Redress programmes will confront some injuries for which no adequate data exists. When programmes need to innovate, there are three prominent approaches to assessing the disvalue of injuries (Chalfin Reference Chalfin2015: 4). The ‘contingent valuation’ method surveys what people say that they would pay to reduce the probability of injury by a certain percent. For illustrative purposes, if the average respondent would pay N to reduce the chance of being lied to about the death of a parent by 10 per cent, then the disvalue of that injury could be = N × 10, adding frequency multipliers to capture recurring injuries. A second option, ‘hedonic pricing’, infers the disvalue of non-market goods using market observations. This method decomposes the value of a market good, such as a house, into its component parts. To illustrate, a programme might try to capture the disvalue of living in a threatening environment by looking at the relationship between house price and crime rates to estimate how much people actually pay to reduce security threats.
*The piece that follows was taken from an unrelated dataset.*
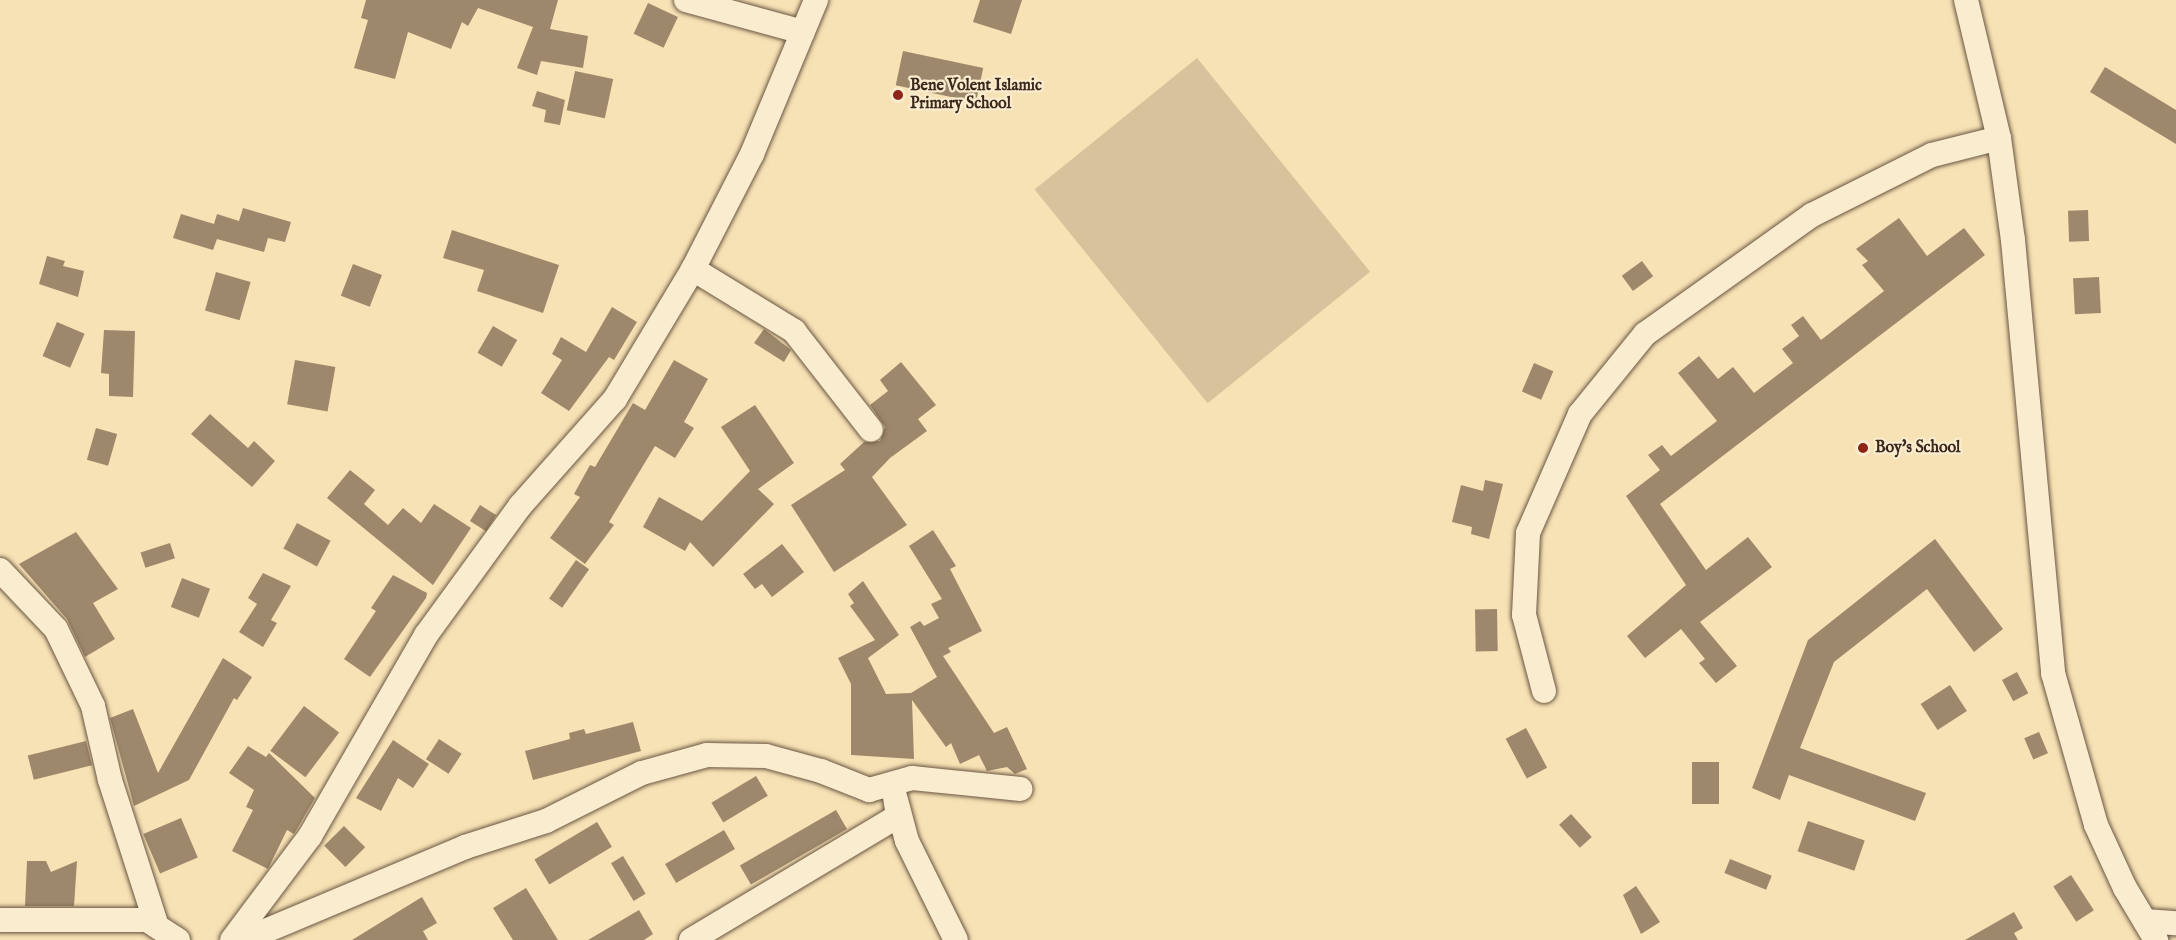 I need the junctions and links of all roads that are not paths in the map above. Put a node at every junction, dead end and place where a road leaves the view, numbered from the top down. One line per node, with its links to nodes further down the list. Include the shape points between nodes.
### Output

Both contingent and hedonic pricing assess what people would pay, or have paid, to avoid injury ex ante. A third method decomposes injuries into sub-components that are priced using analogous market goods and services. An example is child neglect. Some American courts approach neglect as a failure to provide information and services. Those courts define thirteen core domains of non-neglectful childcare: psychological/emotional development; education; diet; medical care; dental care; fitness; access to athletic experiences; culinary skills; faith/morality; personal finances; household services; career counselling; and learning to drive (Laurila Reference Laurila2013: 64). By estimating the amount of time an average parent spends on each of these activities for a child of the appropriate age, assessors can work out the cost of replacing those services with professionals. The aggregate value would then be multiplied by the number of days the child was denied different aspects of care. Although the initial calculations are complex, it would be relatively easy to create a formula or table to estimate the disvalue of neglect.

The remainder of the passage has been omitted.